After winning, it's hard to go to not winning.

When I was playing in England, I started to realise what Arsenal meant.

The challenge is how to be better than the day before, than the previous game.

In my playing career, Anfield was the only ground where I had a feeling of being stuck.

Without an identity, you cannot plan and you cannot convince a player to do what you want.

To see the line between being good and bad is really thin. It's not easy for anyone, not the manager, the players or the staff.

I tell you that the coaches are like cardiologists - they have to enter the player in their hearts so that the message reaches them.

When Arsenal knocks on any door, it's difficult to say no.
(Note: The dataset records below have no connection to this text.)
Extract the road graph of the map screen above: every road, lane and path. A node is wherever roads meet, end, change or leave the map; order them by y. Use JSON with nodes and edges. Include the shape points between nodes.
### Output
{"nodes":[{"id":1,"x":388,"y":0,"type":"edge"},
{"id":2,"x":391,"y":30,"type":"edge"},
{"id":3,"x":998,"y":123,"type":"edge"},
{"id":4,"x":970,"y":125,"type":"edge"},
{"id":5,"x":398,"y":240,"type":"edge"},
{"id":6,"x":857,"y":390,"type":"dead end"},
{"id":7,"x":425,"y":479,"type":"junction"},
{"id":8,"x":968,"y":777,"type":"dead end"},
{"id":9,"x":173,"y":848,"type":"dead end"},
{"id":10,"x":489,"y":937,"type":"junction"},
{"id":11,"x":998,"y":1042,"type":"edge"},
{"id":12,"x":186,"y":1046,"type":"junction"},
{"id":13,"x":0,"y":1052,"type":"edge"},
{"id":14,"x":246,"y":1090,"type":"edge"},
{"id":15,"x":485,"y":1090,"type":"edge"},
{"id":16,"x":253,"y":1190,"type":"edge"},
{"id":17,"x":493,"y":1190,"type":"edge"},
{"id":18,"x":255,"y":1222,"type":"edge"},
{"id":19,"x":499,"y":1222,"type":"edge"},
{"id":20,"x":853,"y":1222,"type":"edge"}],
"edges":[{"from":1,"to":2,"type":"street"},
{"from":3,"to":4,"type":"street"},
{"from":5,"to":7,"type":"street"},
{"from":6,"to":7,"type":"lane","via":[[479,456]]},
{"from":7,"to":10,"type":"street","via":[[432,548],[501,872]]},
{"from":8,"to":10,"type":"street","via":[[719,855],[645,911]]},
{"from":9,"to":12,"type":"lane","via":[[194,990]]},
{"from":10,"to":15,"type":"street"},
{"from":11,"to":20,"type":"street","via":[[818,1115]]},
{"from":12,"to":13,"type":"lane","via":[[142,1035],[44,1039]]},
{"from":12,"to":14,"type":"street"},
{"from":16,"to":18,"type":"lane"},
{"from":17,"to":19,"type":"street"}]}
When it knocks on my door, this is my house and it makes it very difficult.

I have tried to convince the players that if we work on certain things in training, they will happen in games and we will score goals from them.

I think winning brings togetherness and, when you have beautiful experiences together and you win trophies, then those experiences stay within that group.

Criticism is part of being at a club like Arsenal. You always have to win and when you're not winning you have to be prepared for that. It's part of your job.

What I've learned mostly is that you have to be ruthless and you have to be consistent and you have to fit every day the culture of the club to create a winning mentality.

Then you have to convince the players and get them on board with what you are doing, and after that you can start to build. But the identity is the foundation for everything.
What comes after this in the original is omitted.